| Exercise description |
Every line of the entries below that mentions "Hamilton" is to be copied out.

| Data to process |
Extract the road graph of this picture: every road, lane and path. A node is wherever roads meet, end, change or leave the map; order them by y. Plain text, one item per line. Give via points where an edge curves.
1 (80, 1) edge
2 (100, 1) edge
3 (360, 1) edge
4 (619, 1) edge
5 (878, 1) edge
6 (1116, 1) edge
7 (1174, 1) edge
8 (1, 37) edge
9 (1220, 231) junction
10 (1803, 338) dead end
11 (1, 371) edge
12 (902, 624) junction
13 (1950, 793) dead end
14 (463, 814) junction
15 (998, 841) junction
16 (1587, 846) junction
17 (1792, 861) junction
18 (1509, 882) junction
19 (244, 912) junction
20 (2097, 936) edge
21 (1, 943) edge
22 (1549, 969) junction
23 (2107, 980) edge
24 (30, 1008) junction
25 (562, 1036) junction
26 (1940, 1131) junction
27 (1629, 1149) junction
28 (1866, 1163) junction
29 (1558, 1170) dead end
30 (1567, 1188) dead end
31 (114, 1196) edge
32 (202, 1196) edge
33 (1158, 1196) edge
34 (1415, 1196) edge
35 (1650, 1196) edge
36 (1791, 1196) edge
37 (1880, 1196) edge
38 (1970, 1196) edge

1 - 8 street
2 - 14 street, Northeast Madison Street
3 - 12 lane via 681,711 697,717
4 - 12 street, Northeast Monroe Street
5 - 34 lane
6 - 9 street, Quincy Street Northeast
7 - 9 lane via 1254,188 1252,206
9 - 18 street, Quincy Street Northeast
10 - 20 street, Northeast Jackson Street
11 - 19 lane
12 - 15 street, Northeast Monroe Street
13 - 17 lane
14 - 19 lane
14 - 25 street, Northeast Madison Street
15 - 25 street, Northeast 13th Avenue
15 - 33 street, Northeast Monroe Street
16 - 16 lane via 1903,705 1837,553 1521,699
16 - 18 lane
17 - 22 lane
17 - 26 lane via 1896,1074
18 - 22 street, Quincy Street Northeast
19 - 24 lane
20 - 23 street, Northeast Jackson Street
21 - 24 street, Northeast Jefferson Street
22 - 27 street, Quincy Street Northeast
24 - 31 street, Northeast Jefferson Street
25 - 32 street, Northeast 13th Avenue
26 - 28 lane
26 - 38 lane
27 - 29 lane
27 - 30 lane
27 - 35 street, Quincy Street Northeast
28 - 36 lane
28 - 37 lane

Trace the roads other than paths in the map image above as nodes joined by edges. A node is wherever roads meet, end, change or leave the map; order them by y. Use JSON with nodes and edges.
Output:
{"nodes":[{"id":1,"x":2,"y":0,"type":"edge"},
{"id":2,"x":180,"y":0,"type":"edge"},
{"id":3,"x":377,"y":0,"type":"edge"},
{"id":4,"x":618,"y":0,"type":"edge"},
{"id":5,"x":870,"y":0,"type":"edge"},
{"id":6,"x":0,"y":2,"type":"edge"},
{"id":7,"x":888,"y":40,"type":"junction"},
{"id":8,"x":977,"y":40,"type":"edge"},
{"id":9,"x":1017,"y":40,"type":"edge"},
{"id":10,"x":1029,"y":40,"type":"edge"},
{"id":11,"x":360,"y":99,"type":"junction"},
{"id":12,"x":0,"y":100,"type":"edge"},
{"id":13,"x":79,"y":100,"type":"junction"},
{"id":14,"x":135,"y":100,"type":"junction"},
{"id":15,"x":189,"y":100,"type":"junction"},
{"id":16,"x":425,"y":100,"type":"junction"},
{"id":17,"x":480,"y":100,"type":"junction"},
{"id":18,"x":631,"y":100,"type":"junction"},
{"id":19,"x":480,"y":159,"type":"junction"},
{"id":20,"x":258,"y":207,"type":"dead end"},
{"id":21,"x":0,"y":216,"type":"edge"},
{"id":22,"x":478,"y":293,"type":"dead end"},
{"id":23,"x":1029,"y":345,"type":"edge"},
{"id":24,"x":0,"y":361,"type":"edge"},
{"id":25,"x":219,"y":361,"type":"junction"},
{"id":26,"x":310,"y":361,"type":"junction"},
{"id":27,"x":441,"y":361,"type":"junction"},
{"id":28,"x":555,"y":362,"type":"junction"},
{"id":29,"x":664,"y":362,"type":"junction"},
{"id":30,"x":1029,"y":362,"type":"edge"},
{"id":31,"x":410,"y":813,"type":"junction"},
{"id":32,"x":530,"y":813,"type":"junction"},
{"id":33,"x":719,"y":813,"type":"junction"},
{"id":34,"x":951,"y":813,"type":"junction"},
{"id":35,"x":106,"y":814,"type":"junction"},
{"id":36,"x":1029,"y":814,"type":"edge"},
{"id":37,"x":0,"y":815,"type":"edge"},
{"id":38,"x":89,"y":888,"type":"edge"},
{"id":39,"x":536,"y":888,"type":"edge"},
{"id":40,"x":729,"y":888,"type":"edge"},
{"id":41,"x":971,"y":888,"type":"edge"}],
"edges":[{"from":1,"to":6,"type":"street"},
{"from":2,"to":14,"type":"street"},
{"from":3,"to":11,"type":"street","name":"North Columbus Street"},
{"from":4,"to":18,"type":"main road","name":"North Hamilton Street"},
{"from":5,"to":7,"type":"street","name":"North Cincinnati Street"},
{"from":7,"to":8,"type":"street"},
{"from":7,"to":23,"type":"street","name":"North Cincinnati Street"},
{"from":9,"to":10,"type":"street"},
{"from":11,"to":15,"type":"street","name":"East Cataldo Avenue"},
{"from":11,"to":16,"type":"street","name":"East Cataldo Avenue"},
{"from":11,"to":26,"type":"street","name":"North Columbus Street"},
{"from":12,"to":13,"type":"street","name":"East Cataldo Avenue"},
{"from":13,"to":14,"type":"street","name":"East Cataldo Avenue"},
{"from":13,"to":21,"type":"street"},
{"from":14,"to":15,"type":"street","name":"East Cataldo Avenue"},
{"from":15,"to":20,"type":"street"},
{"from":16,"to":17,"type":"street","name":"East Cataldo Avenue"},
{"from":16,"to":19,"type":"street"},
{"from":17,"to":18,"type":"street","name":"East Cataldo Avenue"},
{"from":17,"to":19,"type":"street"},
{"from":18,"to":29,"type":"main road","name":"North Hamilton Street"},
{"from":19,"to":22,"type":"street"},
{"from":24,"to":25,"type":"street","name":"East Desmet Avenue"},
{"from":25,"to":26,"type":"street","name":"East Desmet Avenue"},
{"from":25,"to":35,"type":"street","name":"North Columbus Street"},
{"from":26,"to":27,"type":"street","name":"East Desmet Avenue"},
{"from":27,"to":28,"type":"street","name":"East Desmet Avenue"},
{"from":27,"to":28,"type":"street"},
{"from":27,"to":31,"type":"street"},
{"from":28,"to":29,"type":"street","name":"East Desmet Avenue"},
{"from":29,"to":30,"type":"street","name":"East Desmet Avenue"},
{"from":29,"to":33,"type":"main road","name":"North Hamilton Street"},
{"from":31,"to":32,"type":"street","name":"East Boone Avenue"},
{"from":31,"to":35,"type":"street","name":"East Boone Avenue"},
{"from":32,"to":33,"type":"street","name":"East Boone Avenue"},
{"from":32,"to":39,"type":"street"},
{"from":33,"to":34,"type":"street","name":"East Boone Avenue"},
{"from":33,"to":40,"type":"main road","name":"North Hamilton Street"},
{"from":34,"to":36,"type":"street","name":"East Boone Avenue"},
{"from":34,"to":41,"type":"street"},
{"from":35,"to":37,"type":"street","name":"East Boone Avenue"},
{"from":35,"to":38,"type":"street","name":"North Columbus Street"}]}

| Result |
{"from":4,"to":18,"type":"main road","name":"North Hamilton Street"},
{"from":18,"to":29,"type":"main road","name":"North Hamilton Street"},
{"from":29,"to":33,"type":"main road","name":"North Hamilton Street"},
{"from":33,"to":40,"type":"main road","name":"North Hamilton Street"},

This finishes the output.